▶ [Brief]: Pull every line with "Tenerife" from the entries below.

[Collected data]
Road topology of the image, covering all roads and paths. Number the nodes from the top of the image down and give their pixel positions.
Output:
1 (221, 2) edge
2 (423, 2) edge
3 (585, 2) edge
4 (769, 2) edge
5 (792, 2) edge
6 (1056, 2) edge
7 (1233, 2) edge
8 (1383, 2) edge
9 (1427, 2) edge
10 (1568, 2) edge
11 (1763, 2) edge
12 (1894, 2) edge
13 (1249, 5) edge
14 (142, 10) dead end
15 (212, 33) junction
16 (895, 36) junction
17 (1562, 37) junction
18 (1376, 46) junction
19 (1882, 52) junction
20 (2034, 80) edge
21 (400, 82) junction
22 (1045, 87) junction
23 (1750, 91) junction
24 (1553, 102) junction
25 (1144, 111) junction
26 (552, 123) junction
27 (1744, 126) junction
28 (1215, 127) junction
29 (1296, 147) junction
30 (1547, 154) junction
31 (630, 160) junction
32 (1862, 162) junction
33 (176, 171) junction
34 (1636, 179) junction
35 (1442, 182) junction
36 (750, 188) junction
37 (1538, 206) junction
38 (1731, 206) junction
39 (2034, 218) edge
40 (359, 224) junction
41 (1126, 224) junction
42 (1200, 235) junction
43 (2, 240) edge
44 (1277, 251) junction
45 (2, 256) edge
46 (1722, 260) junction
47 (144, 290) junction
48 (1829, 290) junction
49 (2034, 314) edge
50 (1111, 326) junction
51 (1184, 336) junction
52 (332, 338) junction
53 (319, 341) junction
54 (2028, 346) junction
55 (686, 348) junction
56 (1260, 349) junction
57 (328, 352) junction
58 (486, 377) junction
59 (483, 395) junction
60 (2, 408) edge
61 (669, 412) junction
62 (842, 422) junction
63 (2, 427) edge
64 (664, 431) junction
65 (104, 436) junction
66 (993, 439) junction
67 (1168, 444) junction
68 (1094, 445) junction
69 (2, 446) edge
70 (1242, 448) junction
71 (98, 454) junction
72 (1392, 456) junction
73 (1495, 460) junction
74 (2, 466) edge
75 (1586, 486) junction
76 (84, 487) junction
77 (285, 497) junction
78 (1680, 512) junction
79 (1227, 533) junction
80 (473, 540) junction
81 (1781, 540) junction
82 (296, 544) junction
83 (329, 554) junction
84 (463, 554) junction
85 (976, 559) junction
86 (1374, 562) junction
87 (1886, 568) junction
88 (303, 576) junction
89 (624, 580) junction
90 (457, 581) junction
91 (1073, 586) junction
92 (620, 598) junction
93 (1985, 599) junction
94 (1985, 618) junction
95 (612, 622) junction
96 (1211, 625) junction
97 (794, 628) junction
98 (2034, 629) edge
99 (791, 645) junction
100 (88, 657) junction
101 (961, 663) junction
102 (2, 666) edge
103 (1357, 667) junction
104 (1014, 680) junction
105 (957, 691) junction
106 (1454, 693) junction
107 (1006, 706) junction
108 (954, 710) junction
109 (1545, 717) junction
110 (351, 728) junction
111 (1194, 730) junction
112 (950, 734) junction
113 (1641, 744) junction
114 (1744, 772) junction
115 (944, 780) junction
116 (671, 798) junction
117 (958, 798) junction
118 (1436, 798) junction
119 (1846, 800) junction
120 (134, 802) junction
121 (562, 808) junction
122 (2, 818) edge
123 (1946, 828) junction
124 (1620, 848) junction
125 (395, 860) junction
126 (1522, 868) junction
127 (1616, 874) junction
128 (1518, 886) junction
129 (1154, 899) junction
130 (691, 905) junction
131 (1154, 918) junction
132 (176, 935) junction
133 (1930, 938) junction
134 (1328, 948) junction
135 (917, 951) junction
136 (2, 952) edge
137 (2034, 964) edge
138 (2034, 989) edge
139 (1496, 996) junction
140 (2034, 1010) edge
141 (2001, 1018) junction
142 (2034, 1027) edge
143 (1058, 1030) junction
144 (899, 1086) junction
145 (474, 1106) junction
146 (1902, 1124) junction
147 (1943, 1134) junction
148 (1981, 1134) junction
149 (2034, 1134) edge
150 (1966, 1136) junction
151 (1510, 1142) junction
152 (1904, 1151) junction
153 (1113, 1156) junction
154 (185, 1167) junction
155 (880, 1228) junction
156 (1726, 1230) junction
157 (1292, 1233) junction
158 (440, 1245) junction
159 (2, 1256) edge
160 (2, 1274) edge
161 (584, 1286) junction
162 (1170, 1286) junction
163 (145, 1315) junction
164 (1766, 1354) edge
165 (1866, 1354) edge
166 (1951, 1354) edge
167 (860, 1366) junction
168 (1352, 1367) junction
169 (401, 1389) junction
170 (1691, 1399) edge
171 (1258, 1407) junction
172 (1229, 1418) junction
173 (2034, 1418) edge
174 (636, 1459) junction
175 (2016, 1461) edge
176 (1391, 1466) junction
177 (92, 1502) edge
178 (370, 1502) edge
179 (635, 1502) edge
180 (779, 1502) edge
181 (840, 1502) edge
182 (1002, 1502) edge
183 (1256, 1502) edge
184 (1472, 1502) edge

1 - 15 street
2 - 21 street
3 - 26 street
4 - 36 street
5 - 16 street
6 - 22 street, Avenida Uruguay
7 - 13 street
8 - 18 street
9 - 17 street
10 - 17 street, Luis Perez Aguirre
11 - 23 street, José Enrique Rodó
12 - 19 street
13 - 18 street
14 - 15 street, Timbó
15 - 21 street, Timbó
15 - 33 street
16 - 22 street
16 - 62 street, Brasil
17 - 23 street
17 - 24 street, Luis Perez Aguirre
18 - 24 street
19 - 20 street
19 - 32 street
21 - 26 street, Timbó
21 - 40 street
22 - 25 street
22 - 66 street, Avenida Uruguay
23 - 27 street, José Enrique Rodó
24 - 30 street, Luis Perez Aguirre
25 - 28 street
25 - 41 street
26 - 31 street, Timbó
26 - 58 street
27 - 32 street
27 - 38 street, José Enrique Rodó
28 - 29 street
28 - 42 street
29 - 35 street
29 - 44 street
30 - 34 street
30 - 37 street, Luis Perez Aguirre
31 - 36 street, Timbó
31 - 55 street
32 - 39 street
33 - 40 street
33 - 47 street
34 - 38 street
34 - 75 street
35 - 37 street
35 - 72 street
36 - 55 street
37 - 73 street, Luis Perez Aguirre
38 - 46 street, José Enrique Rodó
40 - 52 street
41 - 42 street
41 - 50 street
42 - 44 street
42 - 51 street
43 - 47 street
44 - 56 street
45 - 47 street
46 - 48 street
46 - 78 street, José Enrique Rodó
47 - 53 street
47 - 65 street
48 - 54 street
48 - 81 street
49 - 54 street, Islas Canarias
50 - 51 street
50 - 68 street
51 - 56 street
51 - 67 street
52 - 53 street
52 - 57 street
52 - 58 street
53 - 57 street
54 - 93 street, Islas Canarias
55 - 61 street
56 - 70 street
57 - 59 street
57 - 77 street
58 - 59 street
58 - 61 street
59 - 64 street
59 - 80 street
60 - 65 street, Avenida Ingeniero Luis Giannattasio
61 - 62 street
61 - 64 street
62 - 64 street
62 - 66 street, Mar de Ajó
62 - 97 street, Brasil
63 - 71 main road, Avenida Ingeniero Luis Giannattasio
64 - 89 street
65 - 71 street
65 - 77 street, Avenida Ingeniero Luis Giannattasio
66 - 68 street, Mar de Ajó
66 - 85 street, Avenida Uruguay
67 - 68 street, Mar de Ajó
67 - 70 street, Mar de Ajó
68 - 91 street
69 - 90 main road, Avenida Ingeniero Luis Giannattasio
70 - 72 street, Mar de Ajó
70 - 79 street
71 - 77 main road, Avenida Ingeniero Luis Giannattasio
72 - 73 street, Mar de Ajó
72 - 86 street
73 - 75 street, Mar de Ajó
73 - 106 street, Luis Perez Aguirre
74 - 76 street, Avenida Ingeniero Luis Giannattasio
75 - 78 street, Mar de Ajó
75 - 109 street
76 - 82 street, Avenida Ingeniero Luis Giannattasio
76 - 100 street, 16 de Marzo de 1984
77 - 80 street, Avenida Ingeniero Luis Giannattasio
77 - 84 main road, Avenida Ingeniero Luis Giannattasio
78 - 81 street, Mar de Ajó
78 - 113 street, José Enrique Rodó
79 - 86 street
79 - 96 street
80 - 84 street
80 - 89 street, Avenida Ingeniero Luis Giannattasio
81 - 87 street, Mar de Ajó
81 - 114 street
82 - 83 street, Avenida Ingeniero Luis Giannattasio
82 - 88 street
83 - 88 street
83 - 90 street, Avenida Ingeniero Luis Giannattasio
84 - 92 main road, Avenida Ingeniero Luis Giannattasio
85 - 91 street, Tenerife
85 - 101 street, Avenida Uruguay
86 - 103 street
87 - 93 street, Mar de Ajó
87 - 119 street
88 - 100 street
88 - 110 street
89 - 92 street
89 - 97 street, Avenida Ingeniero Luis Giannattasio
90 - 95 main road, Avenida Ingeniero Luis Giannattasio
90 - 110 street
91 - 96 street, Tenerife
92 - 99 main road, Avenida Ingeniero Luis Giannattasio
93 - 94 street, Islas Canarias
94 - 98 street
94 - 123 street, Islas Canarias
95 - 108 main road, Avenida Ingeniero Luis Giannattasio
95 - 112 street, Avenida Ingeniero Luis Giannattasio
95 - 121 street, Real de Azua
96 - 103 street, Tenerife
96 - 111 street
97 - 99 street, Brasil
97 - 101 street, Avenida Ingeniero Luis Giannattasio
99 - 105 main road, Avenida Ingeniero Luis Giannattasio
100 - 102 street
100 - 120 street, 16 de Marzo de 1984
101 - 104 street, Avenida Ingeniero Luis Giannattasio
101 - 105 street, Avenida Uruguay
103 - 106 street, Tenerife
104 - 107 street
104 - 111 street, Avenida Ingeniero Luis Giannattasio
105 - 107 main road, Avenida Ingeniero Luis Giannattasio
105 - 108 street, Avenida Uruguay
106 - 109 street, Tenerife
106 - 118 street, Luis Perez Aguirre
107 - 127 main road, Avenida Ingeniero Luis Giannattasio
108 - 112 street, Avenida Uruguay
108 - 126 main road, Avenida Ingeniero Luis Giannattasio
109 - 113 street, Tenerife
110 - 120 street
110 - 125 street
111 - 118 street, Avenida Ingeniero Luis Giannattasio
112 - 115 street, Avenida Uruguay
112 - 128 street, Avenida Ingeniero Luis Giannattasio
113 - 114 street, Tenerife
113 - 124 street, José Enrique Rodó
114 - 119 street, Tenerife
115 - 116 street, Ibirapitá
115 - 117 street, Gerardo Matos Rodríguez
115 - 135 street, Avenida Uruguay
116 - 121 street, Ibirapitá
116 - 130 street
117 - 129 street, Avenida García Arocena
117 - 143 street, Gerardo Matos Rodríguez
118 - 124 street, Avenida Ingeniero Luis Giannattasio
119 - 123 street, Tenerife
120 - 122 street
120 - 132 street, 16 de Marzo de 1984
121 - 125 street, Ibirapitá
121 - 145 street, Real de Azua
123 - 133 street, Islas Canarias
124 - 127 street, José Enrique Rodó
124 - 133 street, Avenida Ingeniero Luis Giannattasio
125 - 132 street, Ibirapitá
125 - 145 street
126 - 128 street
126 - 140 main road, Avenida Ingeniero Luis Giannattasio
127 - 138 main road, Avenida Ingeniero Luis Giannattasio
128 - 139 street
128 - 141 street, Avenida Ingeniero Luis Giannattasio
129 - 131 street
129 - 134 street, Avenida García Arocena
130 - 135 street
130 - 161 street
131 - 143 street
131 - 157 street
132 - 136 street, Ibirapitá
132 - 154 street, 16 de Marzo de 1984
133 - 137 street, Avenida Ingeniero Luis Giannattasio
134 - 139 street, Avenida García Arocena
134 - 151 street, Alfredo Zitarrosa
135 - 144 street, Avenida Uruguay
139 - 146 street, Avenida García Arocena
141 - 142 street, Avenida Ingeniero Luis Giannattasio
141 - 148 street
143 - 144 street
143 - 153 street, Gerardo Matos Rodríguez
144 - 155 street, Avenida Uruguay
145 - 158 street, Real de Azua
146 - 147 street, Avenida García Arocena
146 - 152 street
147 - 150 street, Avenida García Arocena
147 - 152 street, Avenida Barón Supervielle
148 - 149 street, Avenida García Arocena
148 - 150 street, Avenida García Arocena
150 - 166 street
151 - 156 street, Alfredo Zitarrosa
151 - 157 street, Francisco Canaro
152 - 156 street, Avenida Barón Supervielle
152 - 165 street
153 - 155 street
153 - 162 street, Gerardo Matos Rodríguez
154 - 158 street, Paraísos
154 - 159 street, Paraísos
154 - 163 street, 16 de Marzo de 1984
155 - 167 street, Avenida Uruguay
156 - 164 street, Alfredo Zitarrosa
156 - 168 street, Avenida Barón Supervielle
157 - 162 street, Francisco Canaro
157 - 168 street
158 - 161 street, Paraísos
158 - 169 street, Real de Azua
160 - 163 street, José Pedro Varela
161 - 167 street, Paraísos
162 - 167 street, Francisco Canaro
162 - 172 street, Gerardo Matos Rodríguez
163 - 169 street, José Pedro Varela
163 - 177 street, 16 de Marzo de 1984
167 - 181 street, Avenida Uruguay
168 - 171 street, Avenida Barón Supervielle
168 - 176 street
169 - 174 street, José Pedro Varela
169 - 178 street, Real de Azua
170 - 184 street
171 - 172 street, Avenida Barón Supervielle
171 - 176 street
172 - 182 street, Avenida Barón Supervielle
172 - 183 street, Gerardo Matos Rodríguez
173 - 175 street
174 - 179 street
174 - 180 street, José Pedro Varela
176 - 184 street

▶ [Answer space]:
85 - 91 street, Tenerife
91 - 96 street, Tenerife
96 - 103 street, Tenerife
103 - 106 street, Tenerife
106 - 109 street, Tenerife
109 - 113 street, Tenerife
113 - 114 street, Tenerife
114 - 119 street, Tenerife
119 - 123 street, Tenerife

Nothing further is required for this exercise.